Deze digitale transformatie vindt niet altijd in de kern van organisaties plaats. Veel organisaties zijn namelijk in silo’s georganiseerd, met afzonderlijke IT-systemen. Menno stelt in zijn nieuwste boek Uit het transformatiemoeras (2021) dat het succes van een digitale transformatie staat of valt met een geïntegreerd digitaal platform waarop, los van de silo’s, snel nieuwe toepassingen gebouwd, getest en eventueel geïmplementeerd kunnen worden.
Faalfactoren
Hij beschrijft vijf faalfactoren bij de digitalisering van organisaties waardoor organisaties vast raken in het spreekwoordelijke moeras:
- Het Red Queen effect
Met Red Queen wordt verwezen naar de rode koningin uit Alice uit Wonderland die sneller rent maar op dezelfde plaats blijft – door het blijven toepassen van oude oplossingen, oftewel het hollen in hetzelfde paradigma, ontstaat er een tunnelvisie op de traditionele manier van zaken doen. - Penny wise, pound foolish
Waar is je aandacht op gericht. Als je focus vooral gericht is op de technologie in plaats van op echt waarde toevoegen, wordt goedkoop duurkoop . - Laat duizend bloemen bloeien
Dit gebeurt er als er te veel bottom-up initiatieven zijn zonder of te weinig visie vanuit de top. - Grote mond, slappe knieën
Met de transformatievisie kun je een grote mond hebt, maar als je niet in staat bent om de bestaande organisatiestructuur en –cultuur aan te passen, is de visie niet geloofwaardig. - Bad karma
Als het niet goed gaat, praten we makkelijk over bad karma waarmee we bedoelen: boontje komt om zijn loontje. In de westerse visie op bad karma gaan we ervan uit dat je zelf verantwoordelijk bent voor de omstandigheden waarin je je bevindt door je gedrag in het verleden. Menno bedoelt met bad karma dat je teveel focus hebt op de klant in plaats van waarde toe te voegen aan het volledige ecosysteem.

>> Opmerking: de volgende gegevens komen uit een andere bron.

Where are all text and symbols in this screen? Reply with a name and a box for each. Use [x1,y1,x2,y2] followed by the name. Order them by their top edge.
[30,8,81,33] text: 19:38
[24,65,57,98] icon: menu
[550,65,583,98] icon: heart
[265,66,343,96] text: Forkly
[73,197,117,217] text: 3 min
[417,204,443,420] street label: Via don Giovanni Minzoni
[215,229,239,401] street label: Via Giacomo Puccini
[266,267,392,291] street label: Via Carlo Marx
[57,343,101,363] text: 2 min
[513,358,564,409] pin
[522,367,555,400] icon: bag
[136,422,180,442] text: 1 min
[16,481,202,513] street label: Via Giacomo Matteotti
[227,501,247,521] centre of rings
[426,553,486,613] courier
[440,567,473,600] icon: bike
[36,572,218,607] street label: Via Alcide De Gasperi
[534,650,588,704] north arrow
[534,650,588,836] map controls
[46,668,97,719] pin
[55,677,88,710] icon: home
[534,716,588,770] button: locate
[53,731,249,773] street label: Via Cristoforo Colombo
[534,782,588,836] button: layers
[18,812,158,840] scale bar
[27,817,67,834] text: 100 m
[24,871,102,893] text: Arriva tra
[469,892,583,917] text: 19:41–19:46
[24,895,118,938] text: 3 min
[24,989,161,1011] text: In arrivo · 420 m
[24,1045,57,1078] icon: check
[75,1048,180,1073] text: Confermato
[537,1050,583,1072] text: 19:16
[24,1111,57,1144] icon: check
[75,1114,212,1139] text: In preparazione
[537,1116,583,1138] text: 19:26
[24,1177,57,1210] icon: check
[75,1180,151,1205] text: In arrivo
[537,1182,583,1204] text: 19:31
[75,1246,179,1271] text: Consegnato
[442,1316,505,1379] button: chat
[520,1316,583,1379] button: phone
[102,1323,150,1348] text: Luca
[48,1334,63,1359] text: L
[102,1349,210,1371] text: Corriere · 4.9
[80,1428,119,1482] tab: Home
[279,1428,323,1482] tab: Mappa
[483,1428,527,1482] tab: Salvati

Aandacht voor bovenstroom én onderstroom
Organisaties houden zich in het transformatietraject vaak vooral bezig met de bovenstroom, en vergeten de onderstroom daarbij te betrekken. In de onderstroom gaat het over relaties en verbindingen. Medewerkers moeten worden geholpen zich aan te passen aan de nieuwe situatie. Dit vraagt om psychologische veiligheid en de juiste context voor het gewenste gedrag. Dit vraagt om een organisatiestructuur waarin in- en externe netwerken van voortdurende kennisuitwisseling kunnen ontstaan. Organisaties die succesvol zijn in de digitale transformatie, weten IT, digital, de businessprocessen en de mensen optimaal met elkaar te laten samenwerken.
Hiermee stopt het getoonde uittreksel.